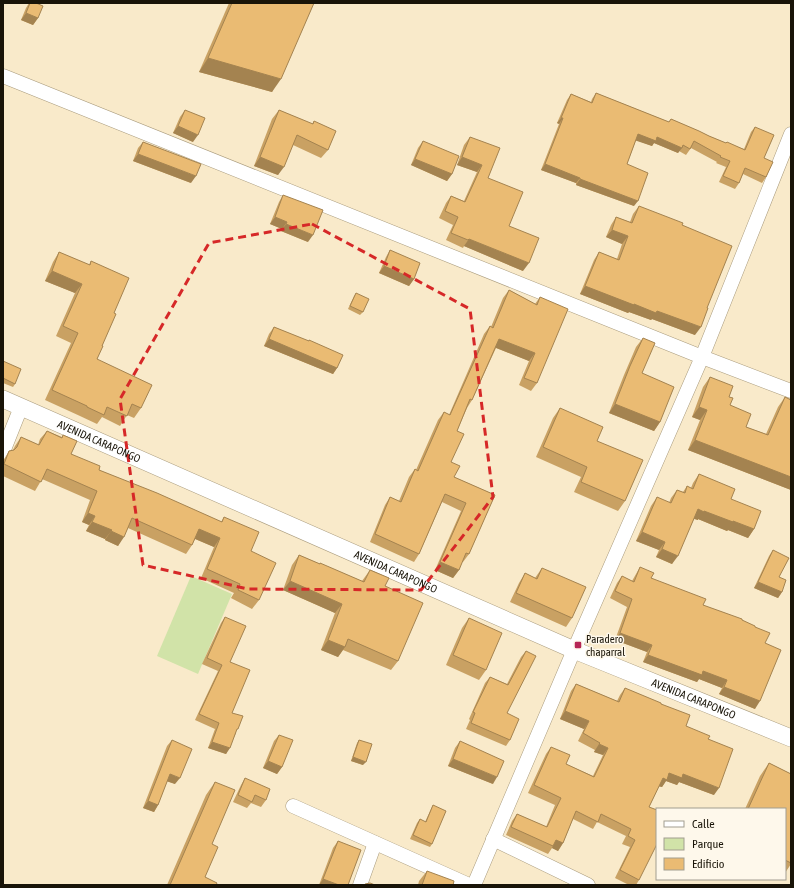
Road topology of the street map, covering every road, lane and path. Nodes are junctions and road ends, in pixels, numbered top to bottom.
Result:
1 (3, 76) edge
2 (791, 134) edge
3 (702, 357) junction
4 (791, 391) edge
5 (3, 399) edge
6 (21, 407) junction
7 (3, 452) edge
8 (574, 650) junction
9 (791, 738) edge
10 (293, 806) dead end
11 (494, 839) junction
12 (375, 843) junction
13 (360, 885) edge
14 (469, 885) edge
15 (474, 885) edge
16 (588, 885) edge

1 - 3 street
2 - 3 street
3 - 4 street
3 - 8 street
5 - 6 street, AVENIDA CARAPONGO
6 - 7 street
6 - 8 street, AVENIDA CARAPONGO
8 - 9 street, AVENIDA CARAPONGO
8 - 11 street
10 - 12 street
11 - 15 street
11 - 16 street
12 - 13 street
12 - 14 street

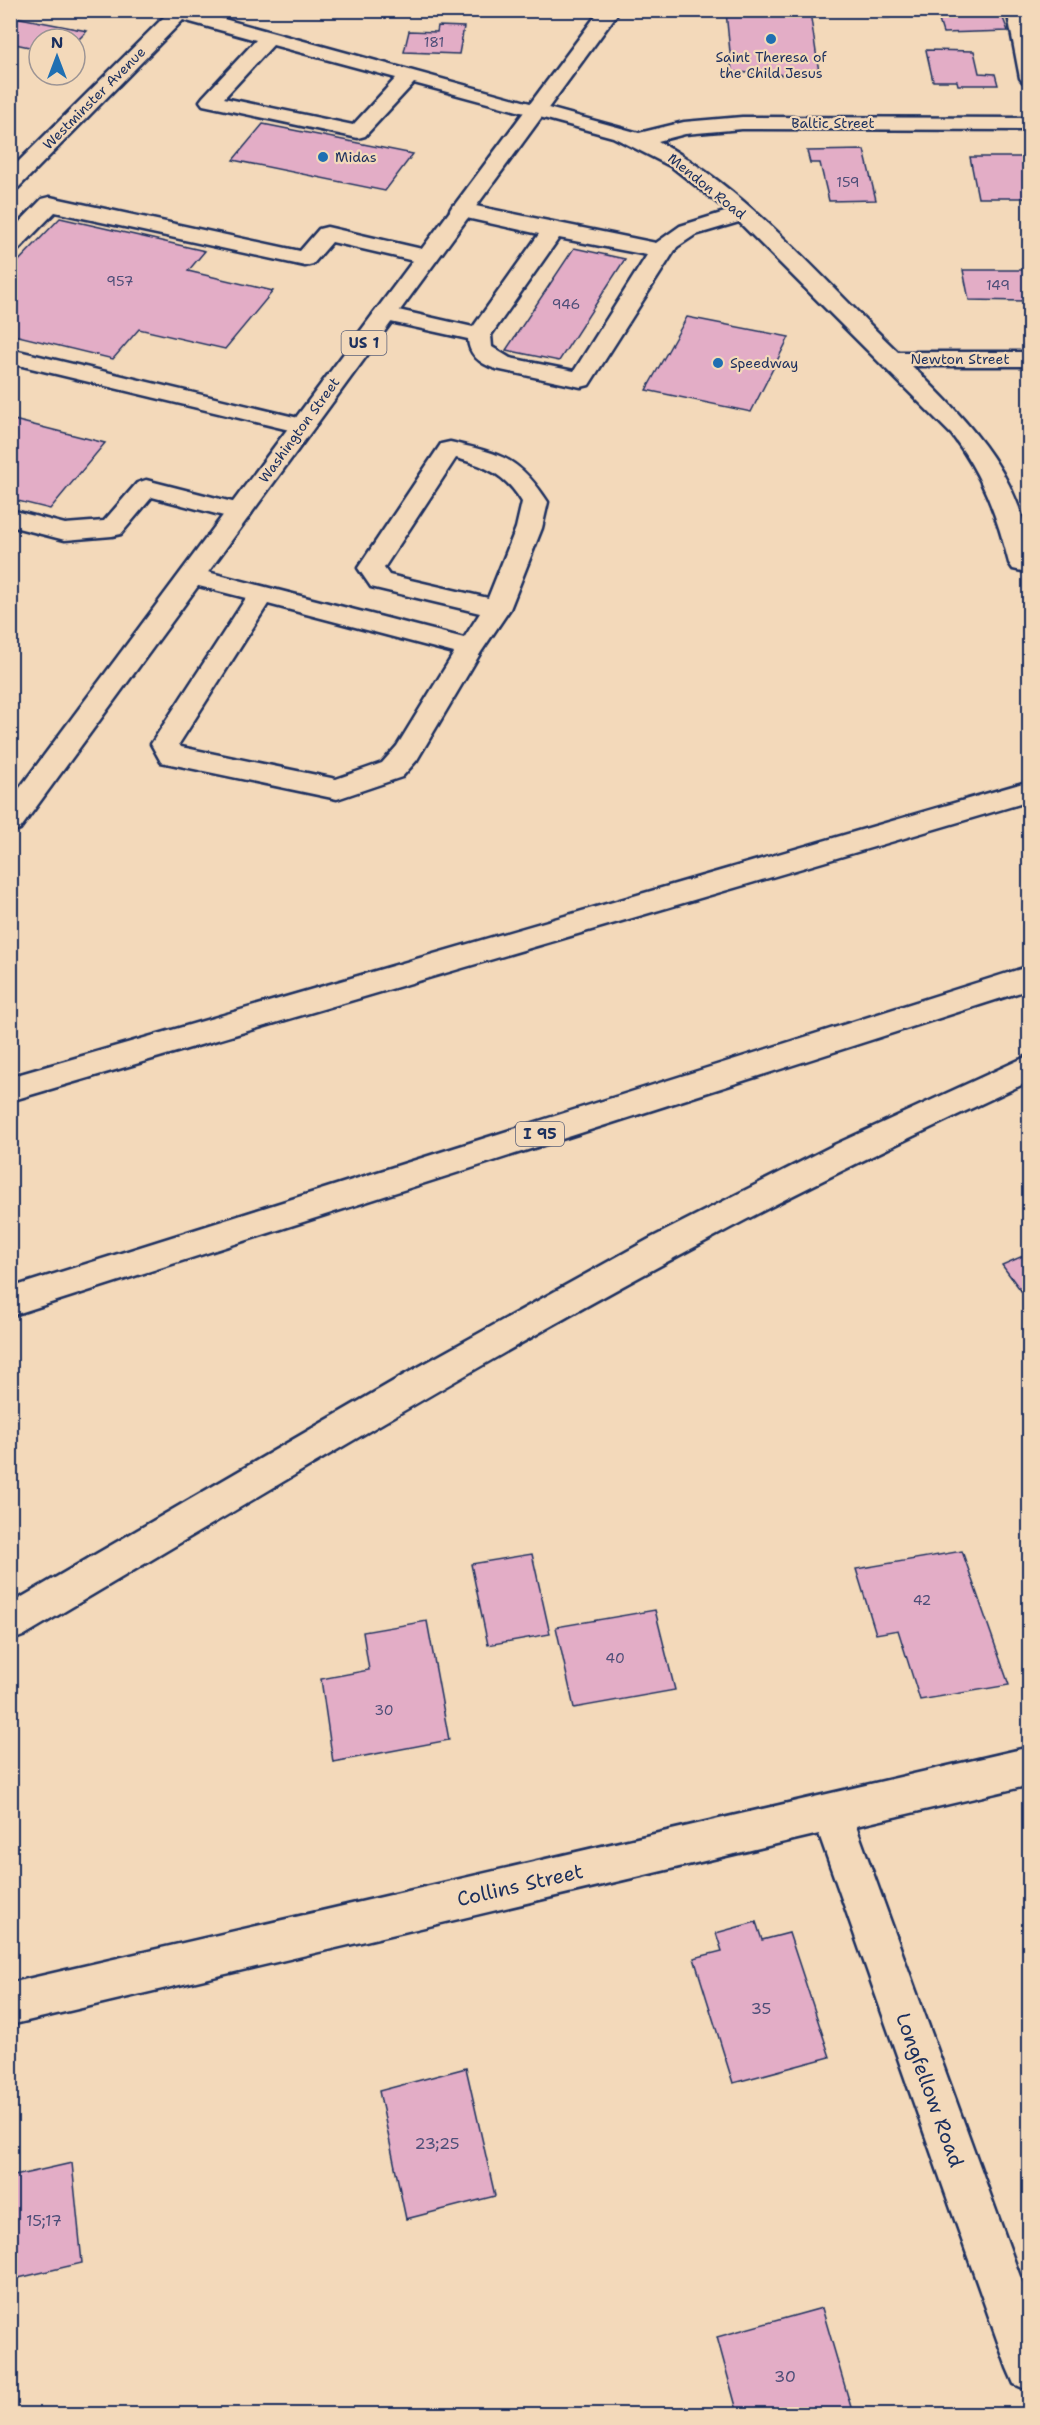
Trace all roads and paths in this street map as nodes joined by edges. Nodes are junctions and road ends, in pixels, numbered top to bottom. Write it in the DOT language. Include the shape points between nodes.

#####

Assignment ::
Nothing but an exact copy of the data above, minus its pictures, should appear in the response.

Response ::
Road topology of the street map, covering every road, lane and path. Nodes are junctions and road ends, in pixels, numbered top to bottom.
Result:
1 (3, 76) edge
2 (791, 134) edge
3 (702, 357) junction
4 (791, 391) edge
5 (3, 399) edge
6 (21, 407) junction
7 (3, 452) edge
8 (574, 650) junction
9 (791, 738) edge
10 (293, 806) dead end
11 (494, 839) junction
12 (375, 843) junction
13 (360, 885) edge
14 (469, 885) edge
15 (474, 885) edge
16 (588, 885) edge

1 - 3 street
2 - 3 street
3 - 4 street
3 - 8 street
5 - 6 street, AVENIDA CARAPONGO
6 - 7 street
6 - 8 street, AVENIDA CARAPONGO
8 - 9 street, AVENIDA CARAPONGO
8 - 11 street
10 - 12 street
11 - 15 street
11 - 16 street
12 - 13 street
12 - 14 street

Trace all roads and paths in this street map as nodes joined by edges. Nodes are junctions and road ends, in pixels, numbered top to bottom. Write it in the DOT language. Include the shape points between nodes.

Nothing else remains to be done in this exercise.